OBJECTIVE: Endothelial progenitor cells (EPC) caracterized by the CD133+ marker, contribute to the neovascularization. Increasing EPC number in vitro could be a promising therapeutic tool. Human umbilical cord blood maintains a significant number of EPC, suggesting the possibility to use these cells to induce the revascularization of ischemic tissues. The aim of this study was to analize the in vitro function of differentiated CD133+ cells. METHODS: Cells were characterized by flow cytometry, VEGF mRNA expression was evaluated by the RT-PCR analysis and the functionally by essays of capillary tubes formation.
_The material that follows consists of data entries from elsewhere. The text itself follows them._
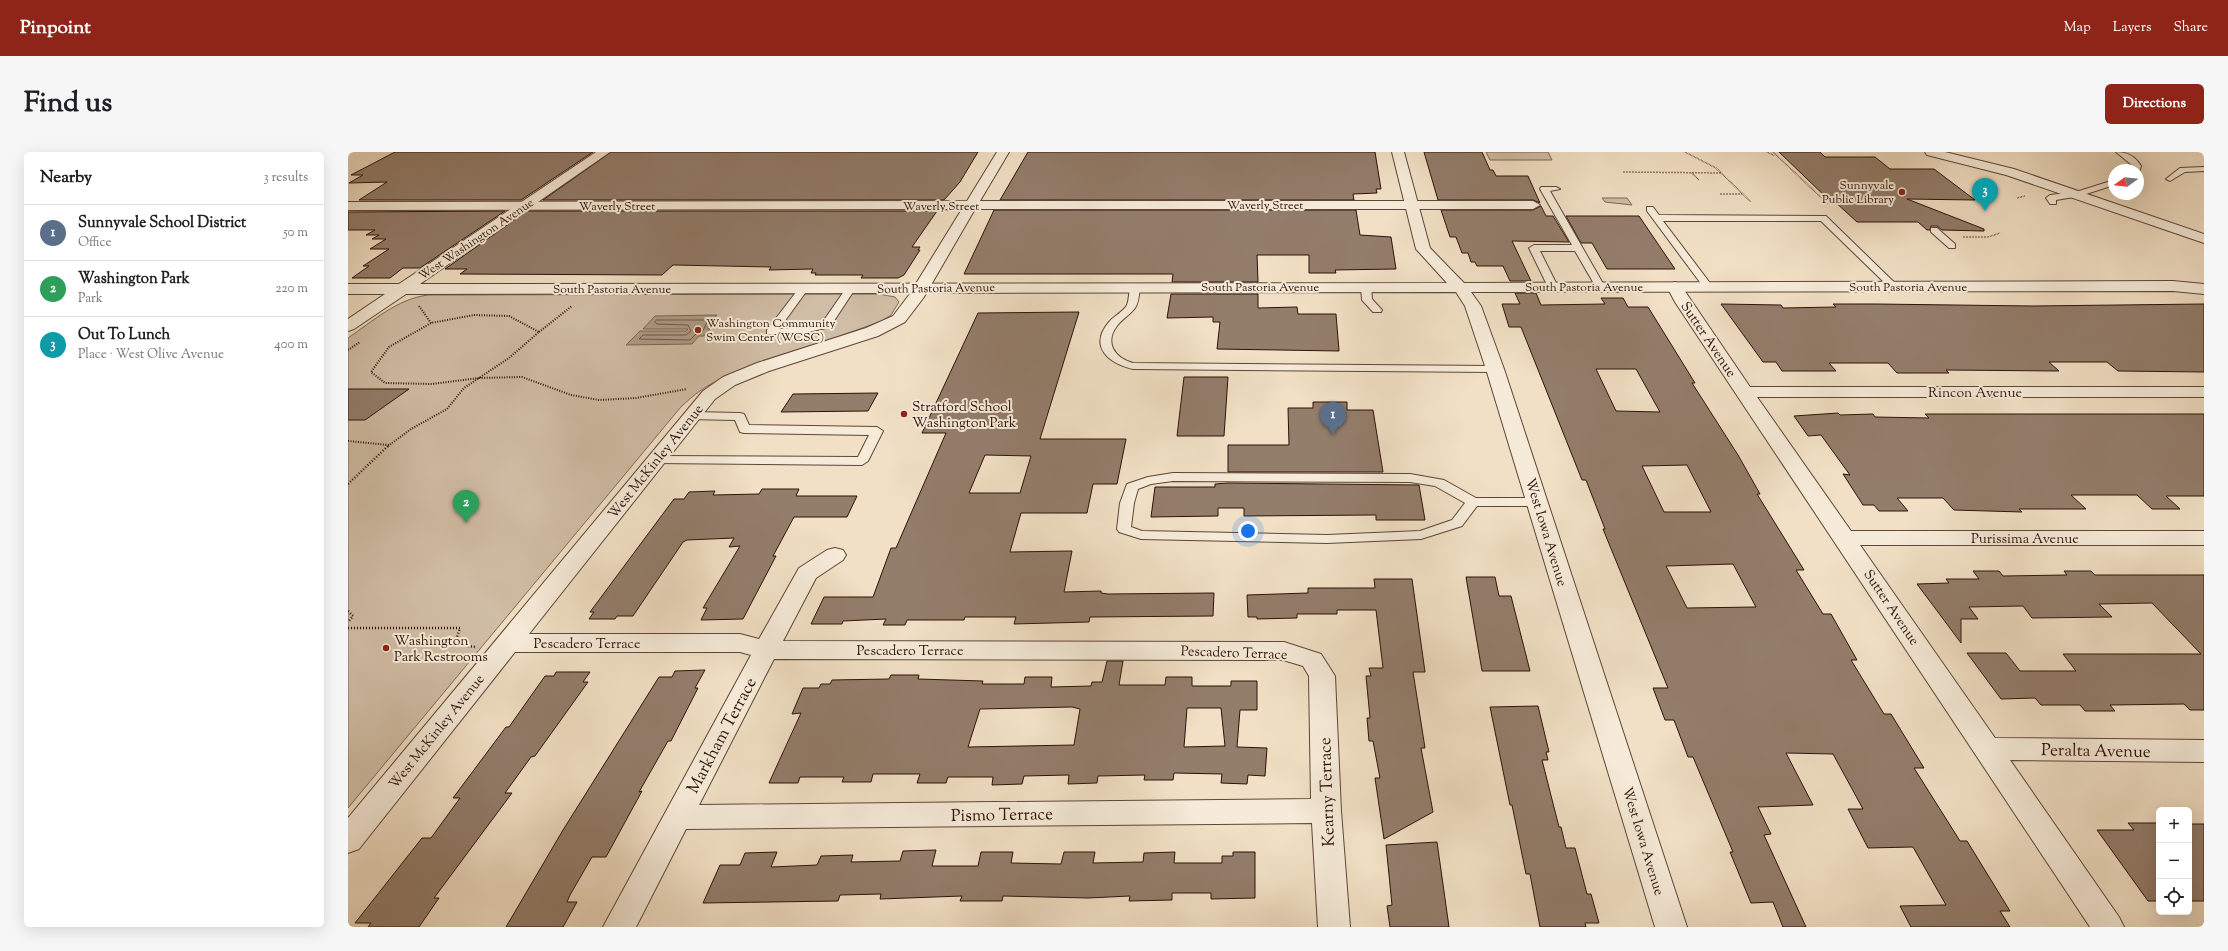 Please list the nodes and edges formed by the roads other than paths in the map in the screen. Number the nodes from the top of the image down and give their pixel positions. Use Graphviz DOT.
graph roads {
  1 [pos="604,152"];
  2 [pos="1003,152"];
  3 [pos="1398,152"];
  4 [pos="1931,152"];
  5 [pos="2120,152"];
  6 [pos="2136,164"];
  7 [pos="2204,169"];
  8 [pos="2170,179"];
  9 [pos="2108,184"];
  10 [pos="1556,189"];
  11 [pos="2077,194"];
  12 [pos="2053,202"];
  13 [pos="2065,203"];
  14 [pos="1411,205"];
  15 [pos="1533,205"];
  16 [pos="348,206"];
  17 [pos="525,206"];
  18 [pos="971,206"];
  19 [pos="1650,209"];
  20 [pos="1657,218"];
  21 [pos="1934,230"];
  22 [pos="2204,239"];
  23 [pos="1952,246"];
  24 [pos="1578,248"];
  25 [pos="2204,280"];
  26 [pos="1135,286"];
  27 [pos="2173,286"];
  28 [pos="1366,287"];
  29 [pos="1460,287"];
  30 [pos="1553,287"];
  31 [pos="1600,287"];
  32 [pos="1675,287"];
  33 [pos="1708,287"];
  34 [pos="1894,287"];
  35 [pos="348,289"];
  36 [pos="402,289"];
  37 [pos="802,289"];
  38 [pos="850,289"];
  39 [pos="921,289"];
  40 [pos="2204,289"];
  41 [pos="1377,310"];
  42 [pos="348,326"];
  43 [pos="1495,369"];
  44 [pos="1746,392"];
  45 [pos="2204,392"];
  46 [pos="692,416"];
  47 [pos="656,460"];
  48 [pos="1473,502"];
  49 [pos="1537,502"];
  50 [pos="1845,538"];
  51 [pos="2204,538"];
  52 [pos="835,555"];
  53 [pos="508,643"];
  54 [pos="766,650"];
  55 [pos="1312,660"];
  56 [pos="1988,749"];
  57 [pos="2204,751"];
  58 [pos="1326,811"];
  59 [pos="678,817"];
  60 [pos="348,840"];
  61 [pos="619,927"];
  62 [pos="1334,927"];
  63 [pos="1671,927"];
  64 [pos="2108,927"];
  1 -- 17 [label="street, West Washington Avenue"];
  2 -- 18 [label="street, West McKinley Avenue"];
  3 -- 14 [label="street, West Iowa Avenue"];
  4 -- 11 [label="street"];
  5 -- 6 [label="lane"];
  7 -- 8 [label="lane"];
  9 -- 11 [label="lane"];
  10 -- 24 [label="lane"];
  11 -- 12 [label="lane"];
  11 -- 13 [label="lane"];
  11 -- 22 [label="street"];
  14 -- 15 [label="street, Waverly Street"];
  14 -- 18 [label="street, Waverly Street"];
  14 -- 29 [label="street, West Iowa Avenue"];
  16 -- 17 [label="street, Waverly Street"];
  17 -- 18 [label="street, Waverly Street"];
  17 -- 36 [label="street, West Washington Avenue"];
  18 -- 39 [label="street, West McKinley Avenue"];
  19 -- 20 [label="lane"];
  20 -- 33 [label="lane"];
  20 -- 34 [label="lane"];
  21 -- 23 [label="lane"];
  24 -- 30 [label="lane"];
  24 -- 31 [label="lane"];
  25 -- 27 [label="street, South Pastoria Avenue"];
  26 -- 28 [label="street, South Pastoria Avenue"];
  26 -- 39 [label="street, South Pastoria Avenue"];
  26 -- 43 [label="lane"];
  27 -- 34 [label="street, South Pastoria Avenue"];
  27 -- 40 [label="street, South Pastoria Avenue"];
  28 -- 29 [label="street, South Pastoria Avenue"];
  28 -- 41 [label="lane"];
  29 -- 30 [label="street, South Pastoria Avenue"];
  29 -- 43 [label="street, West Iowa Avenue"];
  30 -- 31 [label="street, South Pastoria Avenue"];
  31 -- 32 [label="street, South Pastoria Avenue"];
  32 -- 33 [label="street, South Pastoria Avenue"];
  32 -- 44 [label="street, Sutter Avenue"];
  33 -- 34 [label="street, South Pastoria Avenue"];
  35 -- 36 [label="street, South Pastoria Avenue"];
  36 -- 37 [label="street, South Pastoria Avenue"];
  36 -- 42 [label="street, West Washington Avenue"];
  37 -- 38 [label="street, South Pastoria Avenue"];
  37 -- 38 [label="lane"];
  38 -- 39 [label="street, South Pastoria Avenue"];
  39 -- 46 [label="street, West McKinley Avenue"];
  43 -- 49 [label="street, West Iowa Avenue"];
  44 -- 45 [label="street, Rincon Avenue"];
  44 -- 50 [label="street, Sutter Avenue"];
  46 -- 47 [label="street, West McKinley Avenue"];
  46 -- 47 [label="lane"];
  47 -- 53 [label="street, West McKinley Avenue"];
  48 -- 48 [label="lane"];
  48 -- 49 [label="lane"];
  49 -- 63 [label="street, West Iowa Avenue"];
  50 -- 51 [label="street, Purissima Avenue"];
  50 -- 56 [label="street, Sutter Avenue"];
  52 -- 54 [label="street, Markham Terrace"];
  53 -- 54 [label="street, Pescadero Terrace"];
  53 -- 60 [label="street, West McKinley Avenue"];
  54 -- 55 [label="street, Pescadero Terrace"];
  54 -- 59 [label="street, Markham Terrace"];
  55 -- 58 [label="street, Kearny Terrace"];
  56 -- 57 [label="street, Peralta Avenue"];
  56 -- 64 [label="street, Sutter Avenue"];
  58 -- 59 [label="street, Pismo Terrace"];
  58 -- 62 [label="street, Kearny Terrace"];
  59 -- 61 [label="street, Markham Terrace"];
} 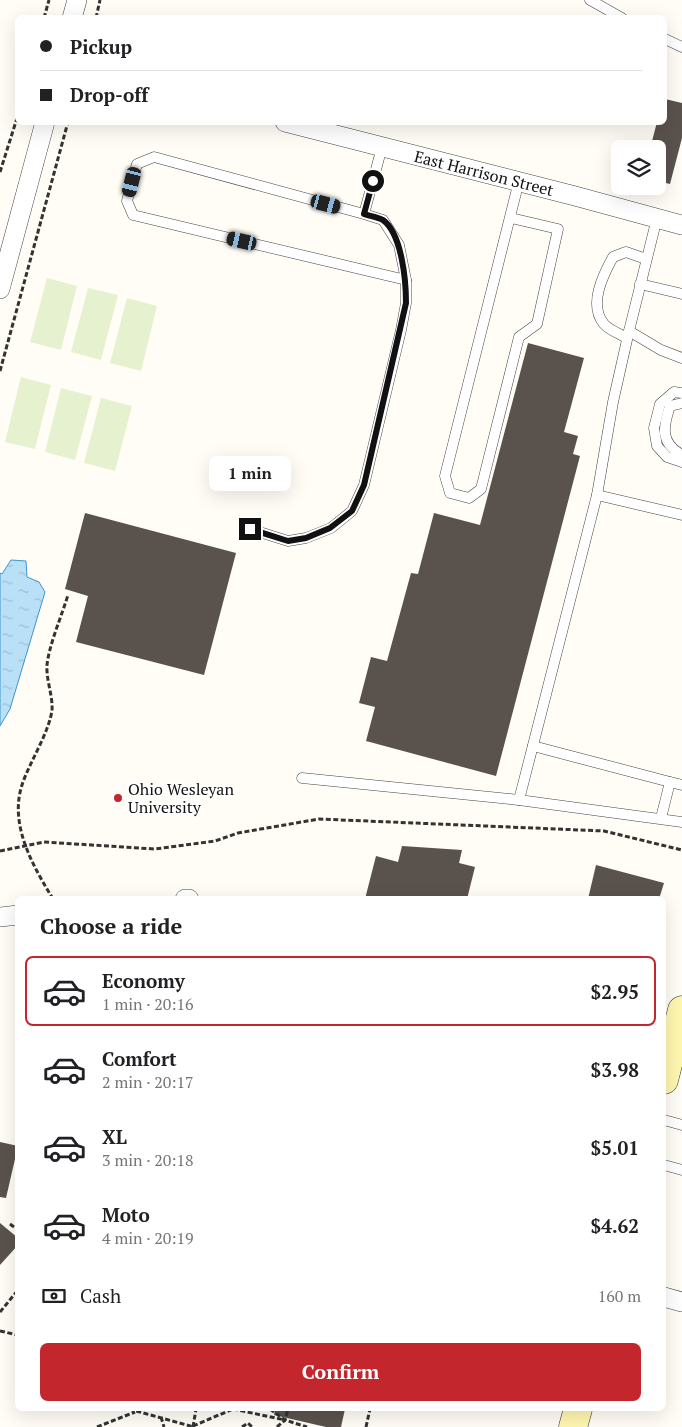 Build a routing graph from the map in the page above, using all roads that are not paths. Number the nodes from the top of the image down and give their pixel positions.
1 (77, 0) edge
2 (590, 0) edge
3 (73, 15) edge
4 (617, 15) edge
5 (667, 39) edge
6 (682, 47) edge
7 (44, 125) edge
8 (297, 125) edge
9 (382, 147) junction
10 (519, 181) junction
11 (364, 214) junction
12 (511, 218) junction
13 (657, 218) junction
14 (682, 225) edge
15 (646, 259) junction
16 (406, 280) junction
17 (640, 284) junction
18 (0, 289) edge
19 (682, 294) edge
20 (628, 335) junction
21 (682, 358) edge
22 (682, 393) edge
23 (682, 403) edge
24 (682, 455) edge
25 (682, 462) edge
26 (597, 495) junction
27 (682, 516) edge
28 (250, 529) dead end
29 (533, 746) junction
30 (302, 778) dead end
31 (670, 782) junction
32 (682, 785) edge
33 (519, 800) junction
34 (661, 818) junction
35 (682, 822) edge
36 (15, 915) edge
37 (0, 917) edge
38 (678, 1015) edge
39 (666, 1071) edge
40 (666, 1121) edge
41 (682, 1125) edge
42 (666, 1166) edge
43 (682, 1170) edge
44 (666, 1298) edge
45 (682, 1302) edge
46 (577, 1411) edge
47 (573, 1427) edge

1 - 3 street
2 - 4 lane
5 - 6 lane
7 - 18 street
8 - 9 street, East Harrison Street
9 - 10 street, East Harrison Street
9 - 11 lane
10 - 12 lane
10 - 13 street, East Harrison Street
11 - 16 lane
11 - 16 lane
12 - 12 lane
13 - 14 street, East Harrison Street
13 - 15 lane
15 - 17 lane
15 - 20 lane
16 - 28 lane
17 - 19 lane
17 - 20 lane
20 - 21 lane
20 - 26 lane
22 - 25 lane
23 - 24 lane
26 - 27 lane
26 - 29 lane
29 - 31 lane
29 - 33 lane
30 - 33 lane
31 - 32 lane
31 - 34 lane
33 - 34 lane
34 - 35 lane
36 - 37 street
38 - 39 street
40 - 41 lane
42 - 43 lane
44 - 45 street
46 - 47 street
RESULTS: Differentiated cells lost EPC markers, maintained low levels of markers for hematopoietic and monocytic cell lines and increased the expression of adult endothelial cell markers. Differentiated cells expressed VEGF mRNA and were capable to induce in vitro capillary tubules formation. CONCLUSION: CD133+ cells differentiated into endothelial cells in vitro are functionally active initiating the possibility of their use in future therapeutic applications.